Your objective
Lines from the opening of the material through the line containing "filter:drop-shadow(0 0 2px" must be duplicated word for word. Pictures are not.

Listed records

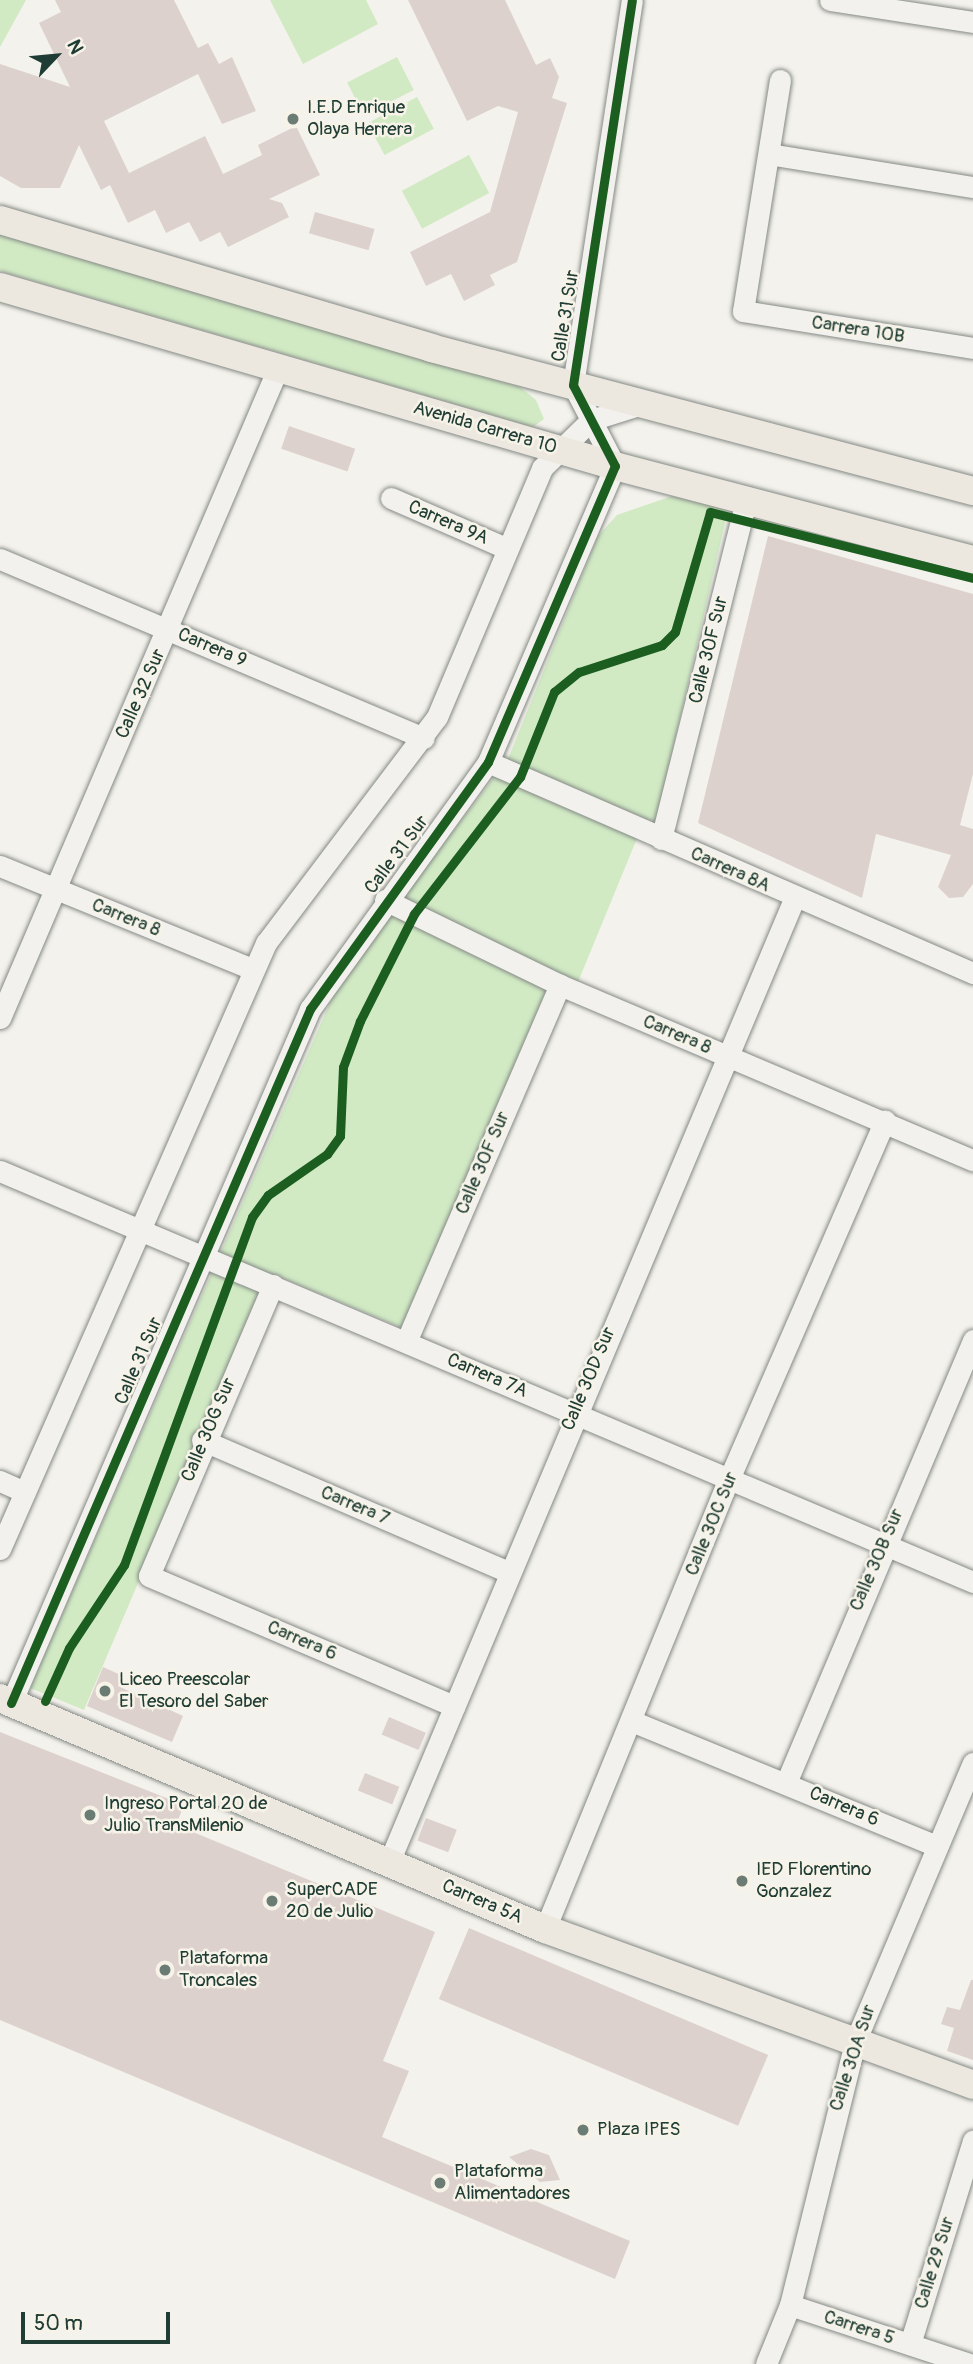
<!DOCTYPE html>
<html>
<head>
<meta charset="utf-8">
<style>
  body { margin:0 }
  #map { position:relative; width:973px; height:2364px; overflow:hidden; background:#f4f2ec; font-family:Pangolin,sans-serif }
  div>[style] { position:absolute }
  .green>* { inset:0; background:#d1eac4; transform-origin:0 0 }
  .building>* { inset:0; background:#ddd1cd; transform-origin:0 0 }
  .roads { filter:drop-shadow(0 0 2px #848985) drop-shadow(0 0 2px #848985) }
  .minor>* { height:21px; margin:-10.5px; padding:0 10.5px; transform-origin:10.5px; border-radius:10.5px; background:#f2f1ed }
  .major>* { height:28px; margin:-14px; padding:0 14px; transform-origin:14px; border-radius:14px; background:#ece8df }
  .cycleway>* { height:9px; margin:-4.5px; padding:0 4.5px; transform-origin:4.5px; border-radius:4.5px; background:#1b5e20 }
  .dots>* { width:19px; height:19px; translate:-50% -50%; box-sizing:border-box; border:4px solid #f7f3e8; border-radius:50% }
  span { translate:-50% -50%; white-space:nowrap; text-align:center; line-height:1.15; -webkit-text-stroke:5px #f7f3e8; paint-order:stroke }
  .poi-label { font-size:19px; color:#1f3d34 }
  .left { translate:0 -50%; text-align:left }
  .street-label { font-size:19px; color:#1f3d34 }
  .north { position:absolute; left:21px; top:21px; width:70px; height:70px; -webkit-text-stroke:5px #f7f3e8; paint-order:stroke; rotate:64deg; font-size:19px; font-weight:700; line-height:28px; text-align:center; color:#1f3d34 }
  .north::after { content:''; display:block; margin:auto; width:24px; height:32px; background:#1f3d34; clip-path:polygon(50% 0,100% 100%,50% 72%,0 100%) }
  .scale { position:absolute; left:21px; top:2312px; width:149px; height:32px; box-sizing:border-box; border:4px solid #1f3d34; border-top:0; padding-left:9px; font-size:21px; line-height:24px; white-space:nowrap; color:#1f3d34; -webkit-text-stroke:5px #f7f3e8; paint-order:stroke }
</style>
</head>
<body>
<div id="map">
  <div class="green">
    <i style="clip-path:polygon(0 0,26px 0,0 47px)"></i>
    <i style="clip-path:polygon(270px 0,366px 0,378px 24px,303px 64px)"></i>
    <i style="left:397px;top:57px;width:37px;height:56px;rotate:63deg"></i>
    <i style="left:417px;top:97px;width:36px;height:56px;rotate:62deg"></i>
    <i style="left:469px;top:155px;width:43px;height:76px;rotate:62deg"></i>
    <i style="clip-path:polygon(0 235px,520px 387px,536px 400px,544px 419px,533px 427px,0 271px)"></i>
    <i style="clip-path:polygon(672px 496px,728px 510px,656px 822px,645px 819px,578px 982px,558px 975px,407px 1330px,270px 1273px,84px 1710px,30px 1688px,340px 980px,508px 759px,598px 536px,617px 515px)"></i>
  </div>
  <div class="building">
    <i style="clip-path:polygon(55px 0,174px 0,198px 48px,208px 43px,219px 64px,232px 57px,256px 111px,222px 124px,198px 74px,104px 121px,129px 173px,205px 136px,223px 174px,262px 155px,258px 145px,296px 126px,320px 175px,269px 199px,282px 203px,289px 217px,228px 247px,220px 232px,200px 242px,189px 222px,166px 233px,155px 210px,128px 223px,110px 185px,101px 190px,79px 145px,60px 188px,21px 188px,0 176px,0 64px,70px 87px,39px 23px,61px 12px)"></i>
    <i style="clip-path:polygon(408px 0,505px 0,536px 65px,550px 58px,559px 77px,552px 98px,567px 103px,517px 262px,490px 275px,495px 285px,464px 301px,451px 274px,426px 286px,410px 252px,490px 212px,518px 112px,498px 106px,467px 121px)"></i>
    <i style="left:315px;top:212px;width:62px;height:22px;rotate:16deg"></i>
    <i style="left:289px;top:426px;width:70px;height:24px;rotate:19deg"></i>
    <i style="clip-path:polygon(768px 536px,973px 594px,973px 774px,960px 825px,973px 829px,973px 884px,963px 897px,949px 898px,938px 887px,951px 855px,876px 834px,862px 898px,698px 823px)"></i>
    <i style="clip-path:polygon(103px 1667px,123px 1676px,118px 1686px,183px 1716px,172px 1742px,87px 1706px)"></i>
    <i style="left:389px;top:1717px;width:40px;height:19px;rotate:23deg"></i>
    <i style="clip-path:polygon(0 1732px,184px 1805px,176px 1825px,435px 1932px,383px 2061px,409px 2071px,382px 2137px,630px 2241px,615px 2279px,0 2020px)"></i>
    <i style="left:365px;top:1773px;width:37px;height:19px;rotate:22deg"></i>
    <i style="left:426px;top:1818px;width:33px;height:24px;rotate:21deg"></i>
    <i style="left:469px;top:1928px;width:325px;height:77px;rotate:23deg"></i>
    <i style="clip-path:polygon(971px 1980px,973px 1980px,973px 2060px,947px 2051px,954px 2028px,941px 2024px,947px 2007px,960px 2010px)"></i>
    <i style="clip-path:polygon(531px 2149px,549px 2155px,560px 2180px,540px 2182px,509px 2157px)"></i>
  </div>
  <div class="roads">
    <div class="minor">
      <i style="left:830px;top:0;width:145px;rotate:8.7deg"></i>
      <i style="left:780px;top:80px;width:234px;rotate:99.1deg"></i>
      <i style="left:743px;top:311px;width:233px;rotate:9.1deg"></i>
      <i style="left:769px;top:154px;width:207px;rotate:9.2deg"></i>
      <i style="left:391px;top:498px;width:125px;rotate:23.5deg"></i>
      <i style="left:0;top:559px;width:460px;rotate:22.9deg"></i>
      <i style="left:488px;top:762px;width:529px;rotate:23.51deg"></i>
      <i style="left:661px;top:839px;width:349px;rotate:-75.9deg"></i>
      <i style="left:0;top:866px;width:273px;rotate:22.2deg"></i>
      <i style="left:385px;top:900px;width:195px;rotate:25.9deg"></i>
      <i style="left:560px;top:985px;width:449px;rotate:23deg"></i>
      <i style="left:0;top:1018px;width:707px;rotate:-66.84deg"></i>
      <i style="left:0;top:1171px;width:1056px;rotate:22.9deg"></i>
      <i style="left:273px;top:1285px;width:316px;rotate:113.1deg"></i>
      <i style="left:149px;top:1576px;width:332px;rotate:23.1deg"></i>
      <i style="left:406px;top:1342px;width:389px;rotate:-66.7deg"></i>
      <i style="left:202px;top:1440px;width:334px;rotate:23.3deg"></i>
      <i style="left:0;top:1481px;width:27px;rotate:24deg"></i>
      <i style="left:0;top:1549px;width:662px;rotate:-66.3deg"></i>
      <i style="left:266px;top:943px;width:283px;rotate:-52.9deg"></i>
      <i style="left:437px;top:717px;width:270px;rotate:-67.1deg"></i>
      <i style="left:542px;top:468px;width:69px;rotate:-44.4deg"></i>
      <i style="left:591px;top:420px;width:50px;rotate:-17.4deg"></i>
      <i style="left:11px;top:1703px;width:756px;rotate:-66.69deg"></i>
      <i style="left:310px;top:1009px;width:304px;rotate:-54.2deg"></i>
      <i style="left:488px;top:762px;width:322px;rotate:-66.8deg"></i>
      <i style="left:615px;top:466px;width:91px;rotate:-117.4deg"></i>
      <i style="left:573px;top:385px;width:389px;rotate:-81.3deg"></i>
      <i style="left:634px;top:1722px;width:327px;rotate:22.3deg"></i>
      <i style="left:786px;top:1783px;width:481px;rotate:-67.1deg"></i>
      <i style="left:389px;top:1862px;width:1045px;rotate:-67.19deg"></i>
      <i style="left:545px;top:1929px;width:486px;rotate:-67.8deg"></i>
      <i style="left:729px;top:1479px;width:391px;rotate:-66.5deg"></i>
      <i style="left:790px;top:2305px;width:188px;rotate:18.2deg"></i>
      <i style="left:910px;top:2344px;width:213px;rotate:-72.8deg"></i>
      <i style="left:766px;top:2364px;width:64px;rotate:-67.9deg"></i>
      <i style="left:790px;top:2305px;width:271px;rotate:-76.1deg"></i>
      <i style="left:855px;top:2042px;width:303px;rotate:-67.1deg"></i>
    </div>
    <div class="major">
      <i style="left:0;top:220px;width:450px;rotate:16.5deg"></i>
      <i style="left:431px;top:348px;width:561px;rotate:14.78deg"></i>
      <i style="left:0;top:287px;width:641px;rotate:16.23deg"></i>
      <i style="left:615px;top:466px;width:370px;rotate:14.7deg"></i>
      <i style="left:0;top:1698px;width:592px;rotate:22.97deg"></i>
      <i style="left:545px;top:1929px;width:456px;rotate:20deg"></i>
    </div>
  </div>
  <div class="cycleway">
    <i style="left:45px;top:1701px;width:58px;rotate:-65.6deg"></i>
    <i style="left:69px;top:1648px;width:100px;rotate:-56.5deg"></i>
    <i style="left:124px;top:1565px;width:371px;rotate:-69.8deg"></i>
    <i style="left:252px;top:1217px;width:27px;rotate:-54deg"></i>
    <i style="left:268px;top:1195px;width:72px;rotate:-34.8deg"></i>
    <i style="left:327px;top:1154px;width:22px;rotate:-54deg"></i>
    <i style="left:340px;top:1136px;width:69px;rotate:-87.5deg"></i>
    <i style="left:343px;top:1067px;width:49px;rotate:-69.7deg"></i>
    <i style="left:360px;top:1021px;width:120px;rotate:-63.2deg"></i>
    <i style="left:414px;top:914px;width:173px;rotate:-52.3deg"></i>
    <i style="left:520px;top:777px;width:92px;rotate:-68.2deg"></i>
    <i style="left:554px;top:692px;width:32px;rotate:-39deg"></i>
    <i style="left:579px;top:672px;width:87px;rotate:-18deg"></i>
    <i style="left:662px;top:645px;width:18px;rotate:-45deg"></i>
    <i style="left:675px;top:632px;width:125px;rotate:-73.7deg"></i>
    <i style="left:710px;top:512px;width:271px;rotate:14.1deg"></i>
    <i style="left:11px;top:1703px;width:756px;rotate:-66.69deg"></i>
    <i style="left:310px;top:1009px;width:304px;rotate:-54.2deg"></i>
    <i style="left:488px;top:762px;width:322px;rotate:-66.8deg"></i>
    <i style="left:615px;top:466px;width:91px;rotate:-117.4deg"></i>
    <i style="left:573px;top:385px;width:389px;rotate:-81.3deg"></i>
  </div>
  <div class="dots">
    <i style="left:293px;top:119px;background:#6a7c74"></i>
    <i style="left:105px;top:1691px;background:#6a7c74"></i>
    <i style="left:90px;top:1815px;background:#6a7c74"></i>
    <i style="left:742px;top:1881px;background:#6a7c74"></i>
    <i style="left:272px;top:1901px;background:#6a7c74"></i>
    <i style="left:165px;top:1970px;background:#6a7c74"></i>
    <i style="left:583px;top:2130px;background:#6a7c74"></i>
    <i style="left:440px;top:2183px;background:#6a7c74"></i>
  </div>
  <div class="poi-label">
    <span class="left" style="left:307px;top:119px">I.E.D Enrique<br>Olaya Herrera</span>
    <span class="left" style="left:119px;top:1691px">Liceo Preescolar<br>El Tesoro del Saber</span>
    <span class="left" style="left:104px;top:1815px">Ingreso Portal 20 de<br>Julio TransMilenio</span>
    <span class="left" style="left:756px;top:1881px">IED Florentino<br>Gonzalez</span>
    <span class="left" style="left:286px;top:1901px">SuperCADE<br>20 de Julio</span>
    <span class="left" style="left:179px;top:1970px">Plataforma<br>Troncales</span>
    <span class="left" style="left:597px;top:2130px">Plaza IPES</span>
    <span class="left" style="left:454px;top:2183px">Plataforma<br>Alimentadores</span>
  </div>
  <div class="street-label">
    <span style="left:566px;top:316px;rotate:-81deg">Calle 31 Sur</span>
    <span style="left:858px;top:330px;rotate:9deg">Carrera 10B</span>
    <span style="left:485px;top:428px;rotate:16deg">Avenida Carrera 10</span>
    <span style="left:448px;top:523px;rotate:23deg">Carrera 9A</span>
    <span style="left:212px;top:648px;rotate:23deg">Carrera 9</span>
    <span style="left:709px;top:650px;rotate:-76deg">Calle 30F Sur</span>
    <span style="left:141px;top:694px;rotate:-66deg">Calle 32 Sur</span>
    <span style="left:397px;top:855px;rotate:-53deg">Calle 31 Sur</span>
    <span style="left:730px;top:870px;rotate:24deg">Carrera 8A</span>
    <span style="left:126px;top:918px;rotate:22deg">Carrera 8</span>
    <span style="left:677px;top:1035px;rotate:23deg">Carrera 8</span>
    <span style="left:483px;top:1163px;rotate:-67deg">Calle 30F Sur</span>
    <span style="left:139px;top:1361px;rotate:-67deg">Calle 31 Sur</span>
    <span style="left:487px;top:1376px;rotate:23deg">Carrera 7A</span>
    <span style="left:589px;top:1379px;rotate:-67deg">Calle 30D Sur</span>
    <span style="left:209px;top:1430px;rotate:-67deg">Calle 30G Sur</span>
    <span style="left:355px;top:1506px;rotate:23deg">Carrera 7</span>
    <span style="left:712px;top:1524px;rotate:-68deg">Calle 30C Sur</span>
    <span style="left:877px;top:1560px;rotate:-67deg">Calle 30B Sur</span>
    <span style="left:302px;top:1641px;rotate:23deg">Carrera 6</span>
    <span style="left:844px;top:1807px;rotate:23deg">Carrera 6</span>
    <span style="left:482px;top:1902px;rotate:23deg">Carrera 5A</span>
    <span style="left:853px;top:2058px;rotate:-72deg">Calle 30A Sur</span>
    <span style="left:935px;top:2263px;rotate:-73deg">Calle 29 Sur</span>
    <span style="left:859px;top:2328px;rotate:18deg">Carrera 5</span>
  </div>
  <div class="north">N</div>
  <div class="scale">50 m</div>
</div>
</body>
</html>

Answer box
<!DOCTYPE html>
<html>
<head>
<meta charset="utf-8">
<style>
  body { margin:0 }
  #map { position:relative; width:973px; height:2364px; overflow:hidden; background:#f4f2ec; font-family:Pangolin,sans-serif }
  div>[style] { position:absolute }
  .green>* { inset:0; background:#d1eac4; transform-origin:0 0 }
  .building>* { inset:0; background:#ddd1cd; transform-origin:0 0 }
  .roads { filter:drop-shadow(0 0 2px #848985) drop-shadow(0 0 2px #848985) }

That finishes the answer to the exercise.